EXERCISE INSTRUCTIONS:
State the number of lines in the entries below where the string "Nakuumba" occurs, and omit everything else.

ENTRIES SUPPLIED:
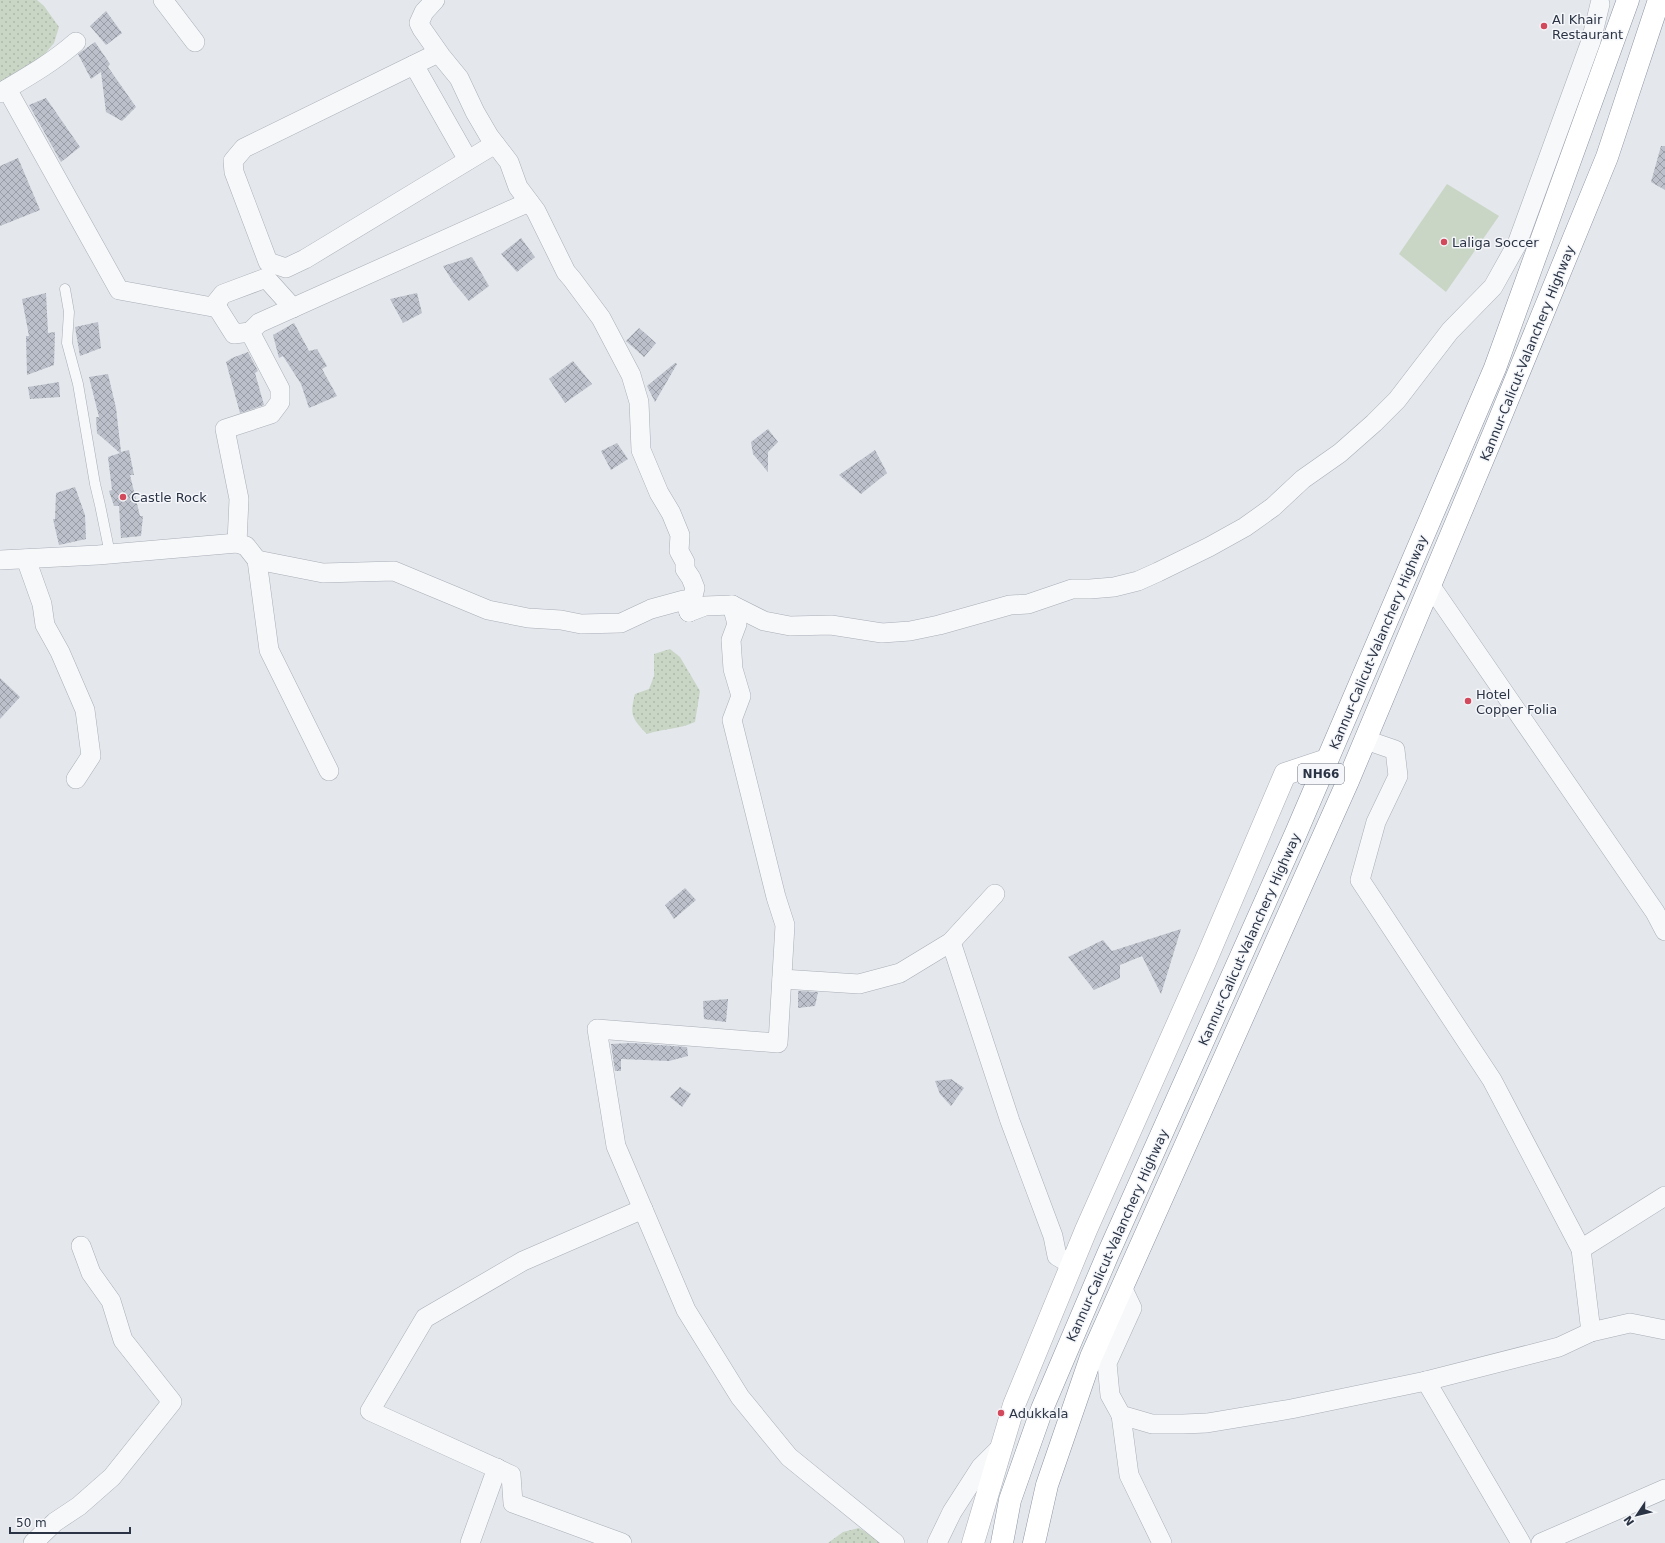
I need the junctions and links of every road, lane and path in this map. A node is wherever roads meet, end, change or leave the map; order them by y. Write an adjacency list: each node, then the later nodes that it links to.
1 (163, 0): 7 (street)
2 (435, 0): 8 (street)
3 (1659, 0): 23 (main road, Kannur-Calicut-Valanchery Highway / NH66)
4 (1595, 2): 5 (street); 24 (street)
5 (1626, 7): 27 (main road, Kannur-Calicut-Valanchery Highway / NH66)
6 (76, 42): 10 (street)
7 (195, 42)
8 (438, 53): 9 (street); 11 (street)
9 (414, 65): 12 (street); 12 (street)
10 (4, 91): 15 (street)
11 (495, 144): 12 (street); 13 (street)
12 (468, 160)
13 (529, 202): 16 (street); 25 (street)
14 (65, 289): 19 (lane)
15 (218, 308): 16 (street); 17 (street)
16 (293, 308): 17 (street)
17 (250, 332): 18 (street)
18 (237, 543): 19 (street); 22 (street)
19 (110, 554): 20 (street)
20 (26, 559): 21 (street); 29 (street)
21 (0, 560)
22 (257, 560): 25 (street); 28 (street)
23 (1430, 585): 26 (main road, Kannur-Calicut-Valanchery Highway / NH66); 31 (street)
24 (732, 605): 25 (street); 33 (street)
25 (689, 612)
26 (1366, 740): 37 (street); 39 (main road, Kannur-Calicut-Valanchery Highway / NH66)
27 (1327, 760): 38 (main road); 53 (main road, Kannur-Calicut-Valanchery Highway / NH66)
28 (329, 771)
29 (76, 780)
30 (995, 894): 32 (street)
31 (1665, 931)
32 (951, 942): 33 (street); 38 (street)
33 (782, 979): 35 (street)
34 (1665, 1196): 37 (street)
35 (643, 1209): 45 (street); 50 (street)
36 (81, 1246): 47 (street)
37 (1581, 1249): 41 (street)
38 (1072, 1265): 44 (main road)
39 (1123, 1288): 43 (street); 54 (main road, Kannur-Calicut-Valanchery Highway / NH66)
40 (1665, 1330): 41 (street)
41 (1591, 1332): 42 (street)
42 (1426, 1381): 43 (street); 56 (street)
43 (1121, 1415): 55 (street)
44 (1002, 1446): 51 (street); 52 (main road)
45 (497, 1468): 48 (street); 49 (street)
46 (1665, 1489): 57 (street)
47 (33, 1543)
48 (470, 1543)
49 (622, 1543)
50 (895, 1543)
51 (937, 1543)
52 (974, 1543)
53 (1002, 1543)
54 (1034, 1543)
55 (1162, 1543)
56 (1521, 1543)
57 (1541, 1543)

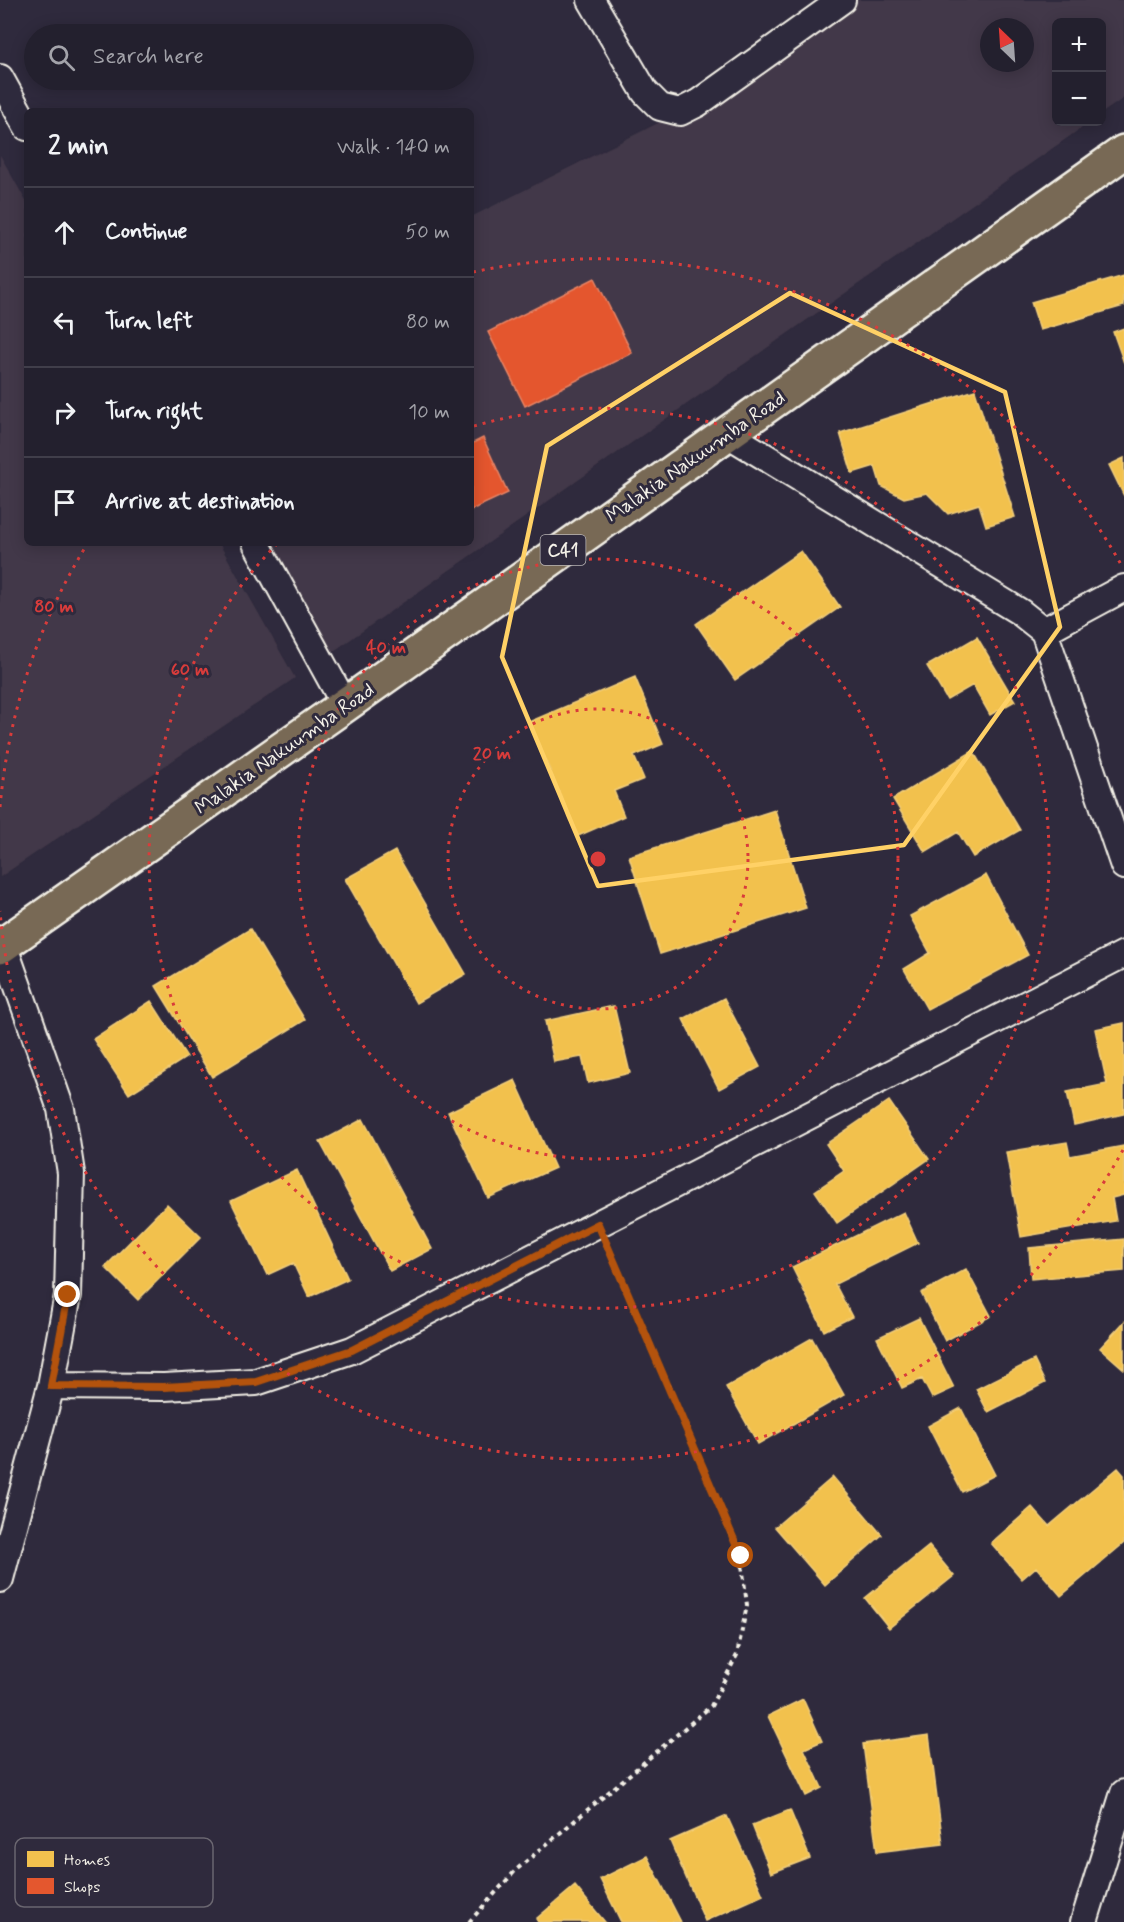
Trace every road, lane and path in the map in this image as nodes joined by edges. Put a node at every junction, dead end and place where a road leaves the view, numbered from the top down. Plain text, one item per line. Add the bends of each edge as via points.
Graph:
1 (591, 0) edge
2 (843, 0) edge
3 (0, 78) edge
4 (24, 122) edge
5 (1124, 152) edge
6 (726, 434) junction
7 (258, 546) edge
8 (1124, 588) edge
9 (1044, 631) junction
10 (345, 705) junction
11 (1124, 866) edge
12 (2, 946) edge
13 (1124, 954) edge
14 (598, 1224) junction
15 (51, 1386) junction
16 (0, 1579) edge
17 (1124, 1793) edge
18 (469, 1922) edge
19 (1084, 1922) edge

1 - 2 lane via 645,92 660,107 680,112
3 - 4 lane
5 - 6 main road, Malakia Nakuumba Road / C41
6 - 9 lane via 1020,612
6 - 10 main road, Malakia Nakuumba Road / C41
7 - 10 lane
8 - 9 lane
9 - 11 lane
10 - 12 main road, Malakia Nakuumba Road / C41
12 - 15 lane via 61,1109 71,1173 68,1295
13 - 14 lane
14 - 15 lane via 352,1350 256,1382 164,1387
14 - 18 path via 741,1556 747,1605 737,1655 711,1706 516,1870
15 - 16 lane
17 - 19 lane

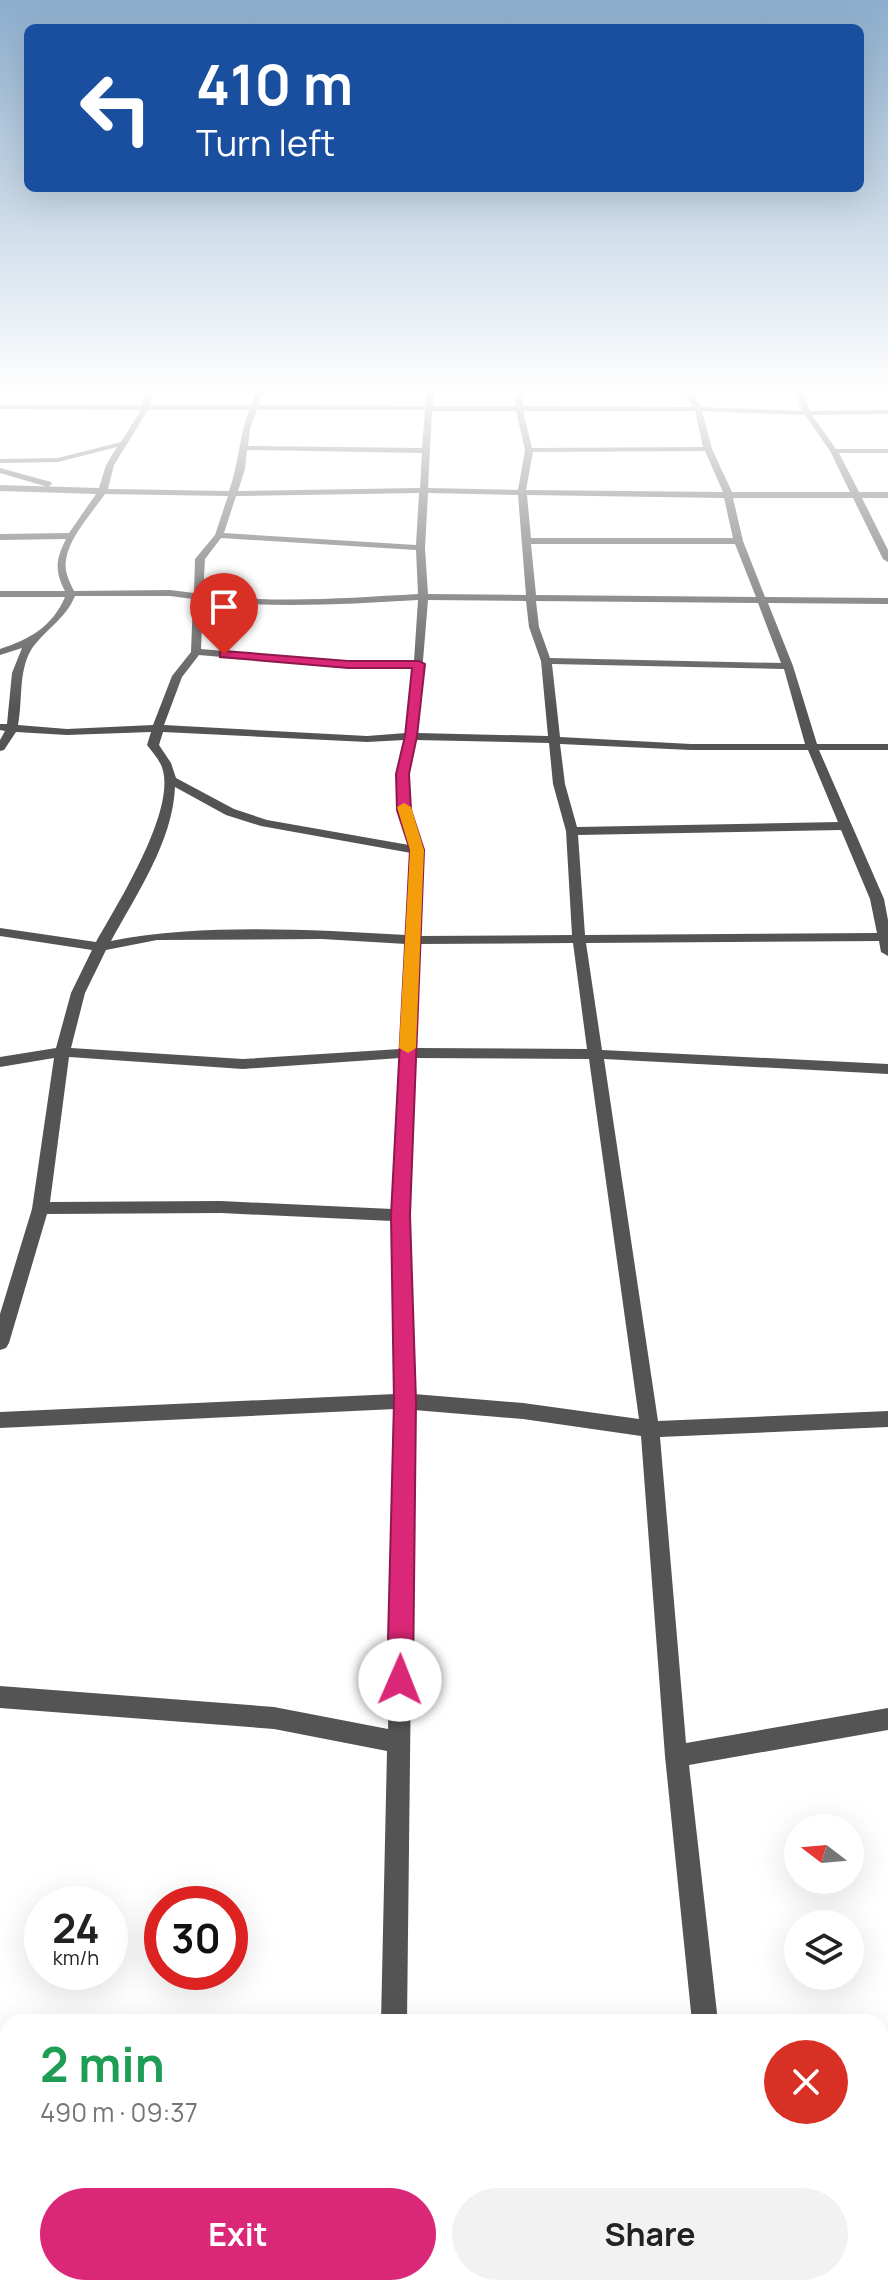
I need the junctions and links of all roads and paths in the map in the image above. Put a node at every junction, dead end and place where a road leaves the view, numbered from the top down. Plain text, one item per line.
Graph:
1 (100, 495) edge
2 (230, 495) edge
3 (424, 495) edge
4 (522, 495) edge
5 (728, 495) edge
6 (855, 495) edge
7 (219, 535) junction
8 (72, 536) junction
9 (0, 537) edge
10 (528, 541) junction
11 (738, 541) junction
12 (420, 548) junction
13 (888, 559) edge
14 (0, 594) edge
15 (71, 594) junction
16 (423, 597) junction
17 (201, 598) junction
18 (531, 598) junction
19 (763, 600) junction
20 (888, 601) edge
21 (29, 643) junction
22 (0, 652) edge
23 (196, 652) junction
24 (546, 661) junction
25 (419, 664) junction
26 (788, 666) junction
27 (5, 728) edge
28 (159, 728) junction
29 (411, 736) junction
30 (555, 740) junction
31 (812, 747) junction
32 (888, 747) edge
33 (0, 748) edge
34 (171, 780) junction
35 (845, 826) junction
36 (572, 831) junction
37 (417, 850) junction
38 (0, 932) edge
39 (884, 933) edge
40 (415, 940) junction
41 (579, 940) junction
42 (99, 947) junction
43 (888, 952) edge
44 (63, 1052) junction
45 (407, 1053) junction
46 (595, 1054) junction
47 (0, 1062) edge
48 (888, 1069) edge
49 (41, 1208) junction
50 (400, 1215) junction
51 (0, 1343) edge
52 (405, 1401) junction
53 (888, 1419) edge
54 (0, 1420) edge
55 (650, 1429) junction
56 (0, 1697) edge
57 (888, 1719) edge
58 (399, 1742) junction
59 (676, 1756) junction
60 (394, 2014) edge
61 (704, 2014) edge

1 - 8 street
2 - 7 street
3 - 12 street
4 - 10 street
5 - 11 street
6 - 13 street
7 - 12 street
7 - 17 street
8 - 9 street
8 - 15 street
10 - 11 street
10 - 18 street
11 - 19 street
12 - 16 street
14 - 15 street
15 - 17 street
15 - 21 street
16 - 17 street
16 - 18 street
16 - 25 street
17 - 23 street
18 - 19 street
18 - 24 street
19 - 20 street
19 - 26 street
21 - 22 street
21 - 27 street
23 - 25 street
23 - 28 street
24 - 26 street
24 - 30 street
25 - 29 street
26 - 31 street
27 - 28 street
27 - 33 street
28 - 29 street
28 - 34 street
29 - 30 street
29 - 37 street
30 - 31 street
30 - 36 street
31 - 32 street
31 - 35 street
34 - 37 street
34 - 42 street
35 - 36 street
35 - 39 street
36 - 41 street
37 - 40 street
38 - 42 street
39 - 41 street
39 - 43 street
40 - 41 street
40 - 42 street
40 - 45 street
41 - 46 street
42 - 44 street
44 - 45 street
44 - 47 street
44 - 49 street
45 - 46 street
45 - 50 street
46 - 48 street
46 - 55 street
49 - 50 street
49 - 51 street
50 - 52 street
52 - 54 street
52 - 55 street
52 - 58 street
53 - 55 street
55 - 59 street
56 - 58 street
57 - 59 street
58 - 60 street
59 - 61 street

SOLUTION TO THIS EXERCISE:
3